The finer grained sectoral analysis shows that workers living in the Earlier Suburbs have the shortest commutes, at 27.2 minutes. Those living in the Urban Core: CBD have the second shortest travel times, at 27.4 minutes (Figure 8). Neither of these results are surprising. The Earlier suburbs are more accessible to the rest of the city, since they are closer to the four other sectors and they have the most jobs. The shorter travel times of the Urban Core: CBD make the chances of finding suitable employment that can be reached more quickly, with six times as many jobs as workers. Obviously, this cannot be replicated throughout the metropolitan area, since by definition, labor markets have about the same number of jobs and employed workers.
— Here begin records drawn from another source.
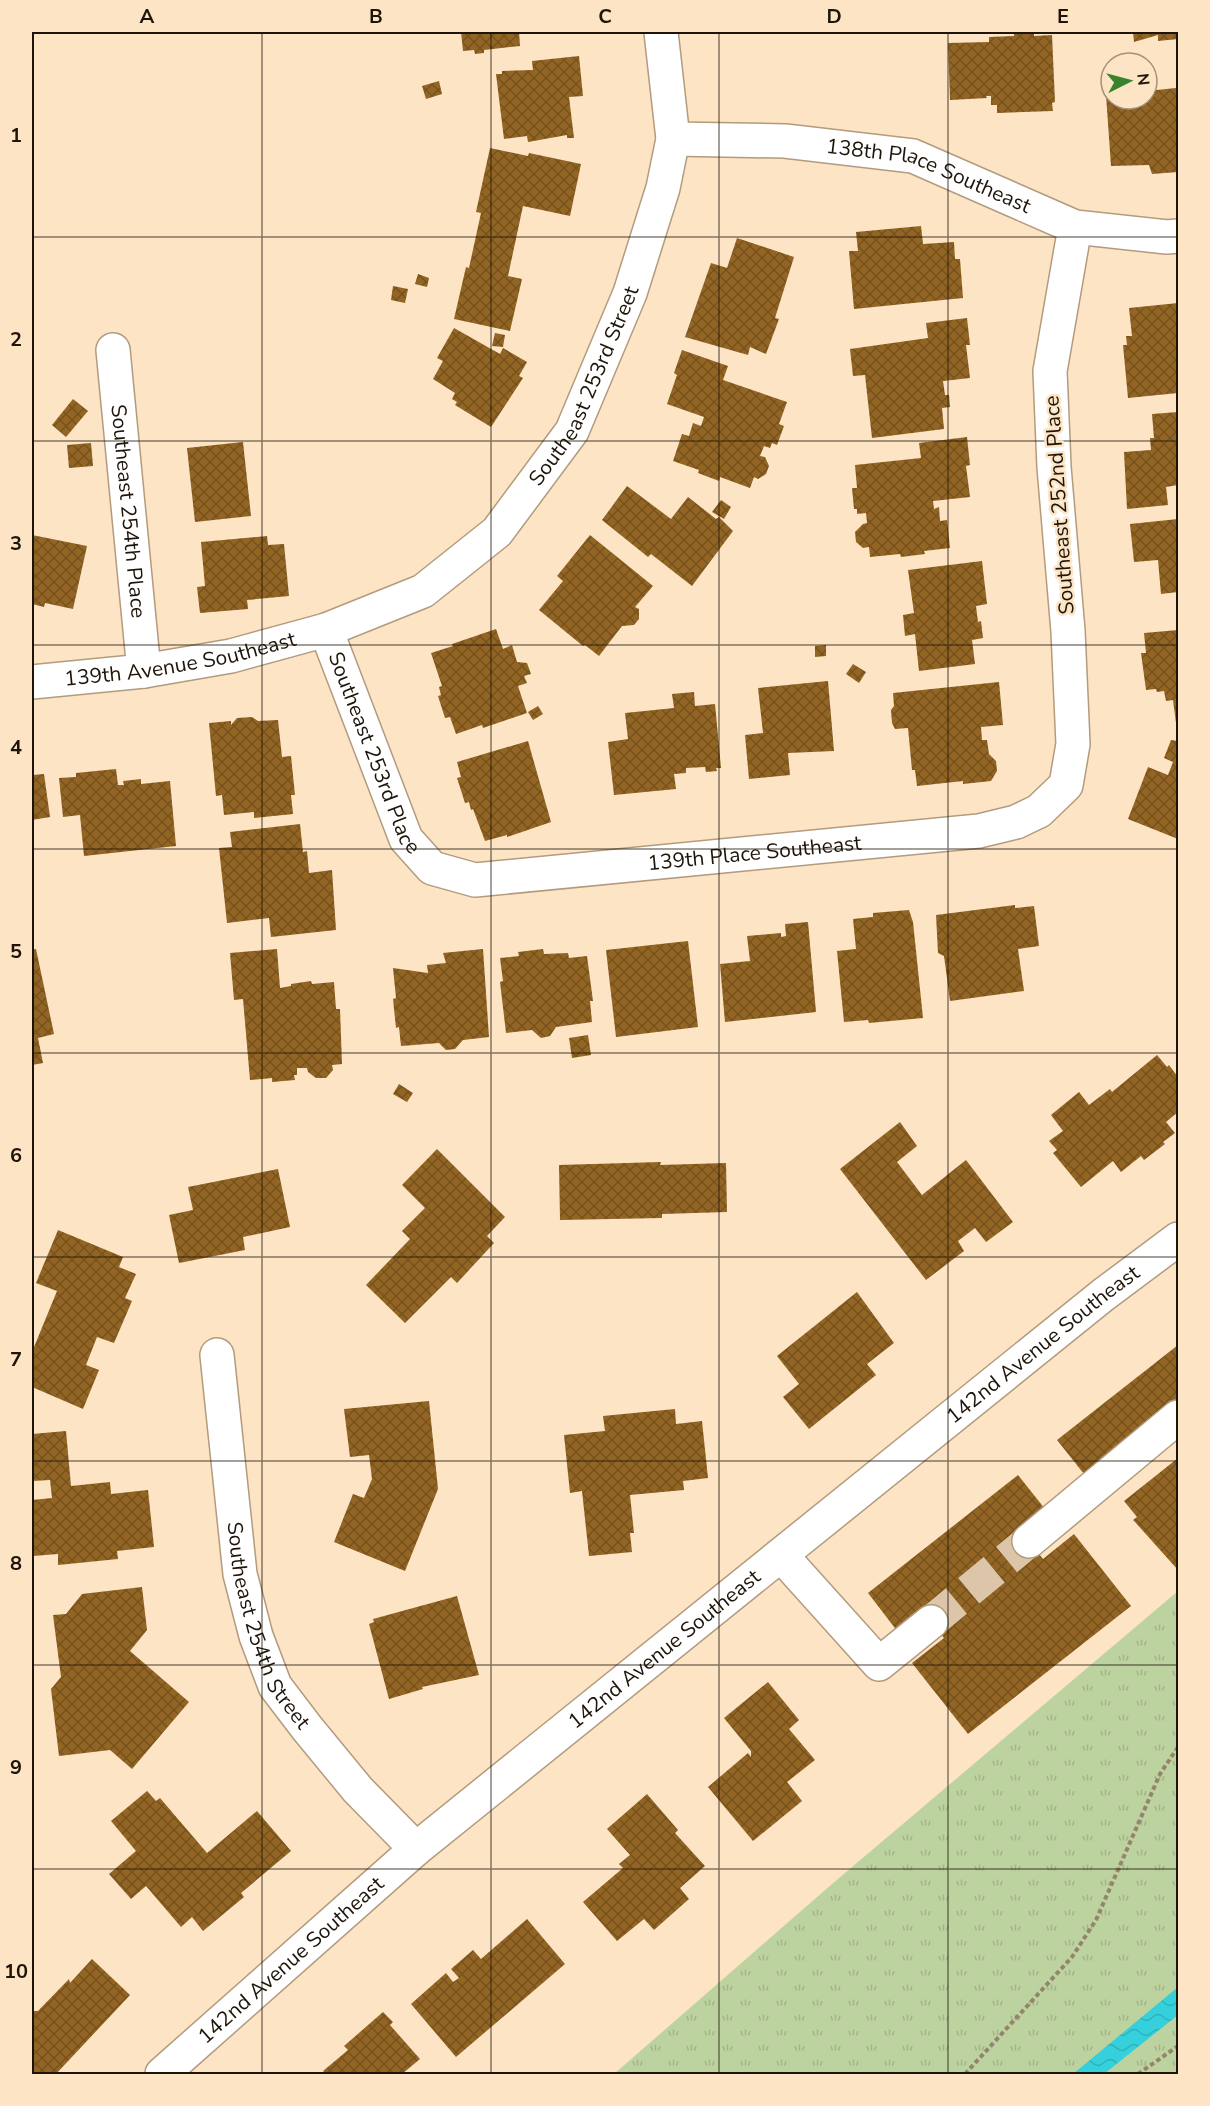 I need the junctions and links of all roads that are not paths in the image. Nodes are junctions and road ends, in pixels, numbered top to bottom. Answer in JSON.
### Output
{"nodes":[{"id":1,"x":661,"y":32,"type":"edge"},
{"id":2,"x":673,"y":139,"type":"junction"},
{"id":3,"x":1075,"y":227,"type":"junction"},
{"id":4,"x":1179,"y":236,"type":"edge"},
{"id":5,"x":113,"y":350,"type":"dead end"},
{"id":6,"x":326,"y":630,"type":"junction"},
{"id":7,"x":144,"y":671,"type":"junction"},
{"id":8,"x":32,"y":682,"type":"edge"},
{"id":9,"x":1066,"y":785,"type":"joint"},
{"id":10,"x":432,"y":868,"type":"joint"},
{"id":11,"x":1179,"y":1239,"type":"edge"},
{"id":12,"x":217,"y":1355,"type":"dead end"},
{"id":13,"x":1179,"y":1417,"type":"edge"},
{"id":14,"x":1029,"y":1541,"type":"tunnel mouth"},
{"id":15,"x":781,"y":1555,"type":"junction"},
{"id":16,"x":931,"y":1622,"type":"tunnel mouth"},
{"id":17,"x":416,"y":1849,"type":"junction"},
{"id":18,"x":162,"y":2074,"type":"edge"}],
"edges":[{"from":1,"to":2,"type":"street","name":"Southeast 253rd Street"},
{"from":2,"to":3,"type":"street","name":"138th Place Southeast"},
{"from":2,"to":6,"type":"street","name":"Southeast 253rd Street"},
{"from":3,"to":4,"type":"street","name":"138th Place Southeast"},
{"from":3,"to":9,"type":"street","name":"Southeast 252nd Place"},
{"from":5,"to":7,"type":"street","name":"Southeast 254th Place"},
{"from":6,"to":7,"type":"street","name":"139th Avenue Southeast"},
{"from":6,"to":10,"type":"street","name":"Southeast 253rd Place"},
{"from":7,"to":8,"type":"street","name":"139th Avenue Southeast"},
{"from":9,"to":10,"type":"street","name":"139th Place Southeast"},
{"from":11,"to":15,"type":"street","name":"142nd Avenue Southeast"},
{"from":12,"to":17,"type":"street","name":"Southeast 254th Street"},
{"from":13,"to":14,"type":"street"},
{"from":15,"to":16,"type":"street"},
{"from":15,"to":17,"type":"street","name":"142nd Avenue Southeast"},
{"from":17,"to":18,"type":"street","name":"142nd Avenue Southeast"}]}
The longest travel time among the five sectors is in the Urban Core: Inner Ring, at 33.3 minutes. The outer two sectors, the Later Suburbs and the Exurbs have travel times of 28.5 minutes and 29.9 minutes, close to the average of 28.8 minutes. This demonstrates the effectiveness of automobile oriented residential and employment density in keeping travel times down. It is worth noting that more dense international cities, that are the most dependent on transit, tend to suffer longer commuting times, such as Hong Kong and Tokyo.
Among the largest commuting modes (excluding working at home with its commute time of zero), driving alone takes the least time, averaging 28.2 minutes for urban core residents and 26.6 minutes for suburban and exurban residents. In both cases, car pools travel about three minutes longer. Transit takes much longer, 46.4 minutes for urban core residents and 55.3 minutes for suburban and exurban residents (Figure 9). Among the five sectors, there is little difference in commuting times for those who drive along or are in car pools.
Transit travel times rise rapidly as distances increase from the CBD (Figure 10). This is to be expected, since transit systems are necessarily designed principally to serve the CBDs, where employment densities are high enough to justify frequent service, despite massive subsidies. Elsewhere in the metropolitan area, that is simply not the case, with automobiles providing access to more than 60 times as many jobs in 30 minutes as transit in the major metropolitan areas (see: “Focusing on Mobility, Not Travel Mode for Better Economic Growth”). With this kind of disparity, it is not hard to understand why automobiles dominate travel in the modern city.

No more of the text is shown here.